DATA FOR THE TASK: Begin
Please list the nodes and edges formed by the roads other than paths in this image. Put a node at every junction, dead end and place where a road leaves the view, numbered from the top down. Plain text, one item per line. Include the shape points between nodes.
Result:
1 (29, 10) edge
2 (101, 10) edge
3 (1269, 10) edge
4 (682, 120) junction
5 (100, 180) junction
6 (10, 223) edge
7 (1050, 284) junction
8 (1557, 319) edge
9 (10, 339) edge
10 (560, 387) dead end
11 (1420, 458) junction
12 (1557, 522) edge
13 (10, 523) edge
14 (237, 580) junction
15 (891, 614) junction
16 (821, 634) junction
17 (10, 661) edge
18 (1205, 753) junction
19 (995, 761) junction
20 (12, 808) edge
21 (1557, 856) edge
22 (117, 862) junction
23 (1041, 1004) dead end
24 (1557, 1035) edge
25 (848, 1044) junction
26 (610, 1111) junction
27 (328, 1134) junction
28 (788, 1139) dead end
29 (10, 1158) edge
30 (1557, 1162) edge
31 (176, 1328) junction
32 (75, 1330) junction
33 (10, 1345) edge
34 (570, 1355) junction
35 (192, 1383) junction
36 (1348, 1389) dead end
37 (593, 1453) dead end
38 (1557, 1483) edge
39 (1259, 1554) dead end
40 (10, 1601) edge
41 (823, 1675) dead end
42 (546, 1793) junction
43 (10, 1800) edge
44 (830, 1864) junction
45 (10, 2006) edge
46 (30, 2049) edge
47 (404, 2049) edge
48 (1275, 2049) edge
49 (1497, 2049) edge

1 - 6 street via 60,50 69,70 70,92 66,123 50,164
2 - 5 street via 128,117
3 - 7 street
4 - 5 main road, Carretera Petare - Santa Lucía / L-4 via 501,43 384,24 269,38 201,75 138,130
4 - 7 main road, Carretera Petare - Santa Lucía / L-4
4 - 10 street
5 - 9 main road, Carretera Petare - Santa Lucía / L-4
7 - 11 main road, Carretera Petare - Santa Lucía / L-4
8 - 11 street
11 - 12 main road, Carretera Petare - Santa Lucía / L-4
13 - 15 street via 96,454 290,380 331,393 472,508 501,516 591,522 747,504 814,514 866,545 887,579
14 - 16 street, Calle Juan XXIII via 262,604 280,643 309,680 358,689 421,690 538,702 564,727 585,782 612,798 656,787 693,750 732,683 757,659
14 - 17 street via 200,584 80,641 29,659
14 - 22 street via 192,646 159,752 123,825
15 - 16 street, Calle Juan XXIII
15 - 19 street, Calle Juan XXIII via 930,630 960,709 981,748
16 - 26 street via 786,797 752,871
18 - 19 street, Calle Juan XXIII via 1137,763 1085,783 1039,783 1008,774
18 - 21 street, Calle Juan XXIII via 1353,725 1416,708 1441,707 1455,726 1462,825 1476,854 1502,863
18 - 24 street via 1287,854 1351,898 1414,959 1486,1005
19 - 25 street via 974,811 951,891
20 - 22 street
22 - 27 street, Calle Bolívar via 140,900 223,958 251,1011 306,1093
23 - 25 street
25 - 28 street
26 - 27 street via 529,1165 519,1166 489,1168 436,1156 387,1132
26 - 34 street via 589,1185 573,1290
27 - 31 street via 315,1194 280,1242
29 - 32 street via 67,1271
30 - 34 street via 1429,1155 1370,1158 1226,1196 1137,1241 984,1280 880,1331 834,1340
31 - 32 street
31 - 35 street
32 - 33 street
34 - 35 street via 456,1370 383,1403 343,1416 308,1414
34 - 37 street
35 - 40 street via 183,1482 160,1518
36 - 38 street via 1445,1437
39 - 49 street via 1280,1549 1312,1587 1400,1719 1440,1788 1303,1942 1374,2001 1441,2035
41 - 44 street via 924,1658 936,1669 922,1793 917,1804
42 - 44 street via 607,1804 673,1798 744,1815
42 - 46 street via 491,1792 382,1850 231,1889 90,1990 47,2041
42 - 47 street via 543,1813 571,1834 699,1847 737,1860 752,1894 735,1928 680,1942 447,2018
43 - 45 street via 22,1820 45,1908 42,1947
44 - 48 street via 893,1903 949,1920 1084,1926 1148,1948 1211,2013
DATA FOR THE TASK: End
[WHAT TO WORK ON]: Where in the entries above does the word "Lucía" appear? Copy each line that has it.

[RESPONSE]:
4 - 5 main road, Carretera Petare - Santa Lucía / L-4 via 501,43 384,24 269,38 201,75 138,130
4 - 7 main road, Carretera Petare - Santa Lucía / L-4
5 - 9 main road, Carretera Petare - Santa Lucía / L-4
7 - 11 main road, Carretera Petare - Santa Lucía / L-4
11 - 12 main road, Carretera Petare - Santa Lucía / L-4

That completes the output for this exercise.